Vacated (1): Notre Dame

==Appearances by conference==
Updated through the December 2025 edition (15 games, 30 total appearances).

| Conference | Record |  |  |  | Appearances by season |  |  |
| Games | W | L | Win pct. | Won | Lost | Vacated |
| Big Ten | 11 | 10 | 1 | .909 | 2014, 2016, 2017, 2018, 2019, 2021, 2022, 2023, 2024, 2025 | 2015 |  |
| ACC | 11 | 1 | 10 | .091 | 2015 | 2014, 2016, 2017, 2018, 2019, 2021, 2022, 2023, 2024, 2025 |  |
| American | 4 | 3 | 1 | .750 | 2010, 2011, 2012 | 2013 |  |
| Big 12 | 3 | 0 | 3 | .000 |  | 2010, 2011, 2012 |  |
| Independents | 1* | 0 | 0 | – |  |  | 2013 |

 Notre Dame's vacated victory in 2013 is excluded from win–loss totals.
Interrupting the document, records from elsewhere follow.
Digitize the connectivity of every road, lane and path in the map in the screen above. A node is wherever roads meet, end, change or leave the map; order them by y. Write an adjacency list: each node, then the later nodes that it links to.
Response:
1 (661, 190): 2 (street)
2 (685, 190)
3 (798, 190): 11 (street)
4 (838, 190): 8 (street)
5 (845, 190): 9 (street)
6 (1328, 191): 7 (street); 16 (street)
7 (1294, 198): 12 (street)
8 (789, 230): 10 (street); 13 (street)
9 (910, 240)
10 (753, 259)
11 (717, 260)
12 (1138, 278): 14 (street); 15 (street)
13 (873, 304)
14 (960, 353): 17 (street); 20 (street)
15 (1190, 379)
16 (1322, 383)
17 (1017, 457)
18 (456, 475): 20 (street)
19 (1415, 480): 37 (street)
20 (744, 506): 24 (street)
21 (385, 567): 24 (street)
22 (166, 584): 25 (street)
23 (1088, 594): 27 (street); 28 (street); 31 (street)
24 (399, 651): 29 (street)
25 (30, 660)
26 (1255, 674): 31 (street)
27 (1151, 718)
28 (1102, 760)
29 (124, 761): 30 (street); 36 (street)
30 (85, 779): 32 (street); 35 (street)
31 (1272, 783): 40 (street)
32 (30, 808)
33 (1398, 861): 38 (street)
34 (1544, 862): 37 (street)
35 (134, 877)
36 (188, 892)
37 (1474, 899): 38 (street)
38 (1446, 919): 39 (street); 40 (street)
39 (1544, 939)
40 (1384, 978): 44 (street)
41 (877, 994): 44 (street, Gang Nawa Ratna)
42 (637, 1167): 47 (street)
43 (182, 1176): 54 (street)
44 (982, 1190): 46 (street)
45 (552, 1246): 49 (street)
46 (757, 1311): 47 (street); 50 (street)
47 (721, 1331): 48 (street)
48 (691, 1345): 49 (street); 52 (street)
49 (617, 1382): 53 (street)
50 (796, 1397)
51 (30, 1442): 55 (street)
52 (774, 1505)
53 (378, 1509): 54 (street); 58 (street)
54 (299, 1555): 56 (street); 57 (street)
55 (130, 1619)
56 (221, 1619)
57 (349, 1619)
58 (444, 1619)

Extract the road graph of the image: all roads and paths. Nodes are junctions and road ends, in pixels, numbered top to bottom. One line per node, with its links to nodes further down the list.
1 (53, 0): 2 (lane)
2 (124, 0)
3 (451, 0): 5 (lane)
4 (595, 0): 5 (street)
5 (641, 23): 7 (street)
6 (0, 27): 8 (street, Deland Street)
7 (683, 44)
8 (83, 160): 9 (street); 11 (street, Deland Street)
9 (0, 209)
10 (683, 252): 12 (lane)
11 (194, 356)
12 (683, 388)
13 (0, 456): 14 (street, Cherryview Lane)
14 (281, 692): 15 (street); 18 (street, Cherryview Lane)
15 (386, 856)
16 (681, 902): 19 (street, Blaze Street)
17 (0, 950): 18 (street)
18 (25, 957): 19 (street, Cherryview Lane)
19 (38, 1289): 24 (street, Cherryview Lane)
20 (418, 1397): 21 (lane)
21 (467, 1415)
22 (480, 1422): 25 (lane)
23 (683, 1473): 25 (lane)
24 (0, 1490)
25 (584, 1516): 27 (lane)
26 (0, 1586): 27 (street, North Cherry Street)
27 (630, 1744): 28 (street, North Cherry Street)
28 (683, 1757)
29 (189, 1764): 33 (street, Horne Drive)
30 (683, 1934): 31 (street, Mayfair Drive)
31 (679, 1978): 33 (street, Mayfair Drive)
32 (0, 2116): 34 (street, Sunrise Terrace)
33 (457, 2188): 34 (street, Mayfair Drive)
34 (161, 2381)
- Records reflect conference membership at the time each game was played.
- The American's record includes appearances of Big East teams—Syracuse in 2010 and 2012, and Rutgers in 2011—as the American retains the charter of the original Big East, following its 2013 realignment.
- Independent appearances: Notre Dame (2013)

==Game records==

| Team | Record, Team vs. Opponent | Year |
|---|---|---|
| Most points scored (one team) | 54, Maryland vs. Virginia Tech | 2021 |
| Most points scored (losing team) | 41, Indiana vs. Duke | 2015 |
| Most points scored (both teams) | 85, Duke vs. Indiana | 2015 |
| Fewest points allowed | 3, Wisconsin vs. Miami (FL) | 2018 |
| Largest margin of victory | 44, Maryland vs. Virginia Tech | 2021 |
| Total yards | 667, Indiana vs. Duke | 2015 |
| Rushing yards | 382, Duke vs. Indiana | 2015 |
| Passing yards | 389, Indiana vs. Duke | 2015 |
| First downs | 33, Indiana vs. Duke | 2015 |
| Fewest yards allowed | 169, Wisconsin vs. Miami (FL) | 2018 |
| Fewest rushing yards allowed | 43, Penn State vs. Clemson | 2025 |
| Fewest passing yards allowed | 48, Wisconsin vs. Miami (FL) | 2018 |
| Individual | Record, Player, Team vs. Opponent | Year |
| Touchdowns (all-purpose) | 3, several players—most recently: Justin Jackson (Northwestern) | 2016 |
| Rushing yards | 227, Devine Redding (Indiana) | 2015 |
| Rushing touchdowns | 3, shared by: Daniel Thomas (Kansas State) Justin Jackson (Northwestern) | 2010 2016 |
| Passing yards | 389, Nate Sudfeld (Indiana) | 2015 |
| Passing touchdowns | 4, Christian Hackenberg (Penn State) | 2014 |
| Receiving yards | 172, Marcus Sales (Syracuse) | 2010 |
| Receiving touchdowns | 3, Marcus Sales (Syracuse) | 2010 |
| Tackles | 15, shared by: A. J. Klein (Iowa State) Clyde Newton (Indiana) Matt Galambos (Pittsburgh) Sammy Brown (Clemson) | 2011 2015 2016 2025 |
| Sacks | 2, shared by: Terence Garvin (West Virginia) Dani Dennis-Sutton (Penn State) | 2012 2025 |
| Interceptions | 1, by several players |  |
| Long Plays | Record, Player, Team vs. Opponent | Year |
| Touchdown run | 85 yds., Shaun Wilson (Duke) | 2015 |
| Touchdown pass | 86 yds., Brandon Coleman from Chas Dodd (Rutgers) | 2011 |
| Kickoff return | 98 yds., Shaun Wilson (Duke) | 2015 |
| Punt return | 92 yds., Tarheeb Still (Maryland) | 2021 |
| Interception return | 70 yds., Coleman Bryson (Minnesota) | 2022 |
| Fumble return | 11 yds., Greg Rose (Maryland) | 2021 |
| Punt | 59 yds., Colton Spangler (Maryland) | 2021 |
| Field goal | 52 yds., Ross Martin (Duke) | 2015 |

==Media coverage==
The bowl has been televised by ESPN since its inception, except for 2015 and 2024 when it was carried by ABC.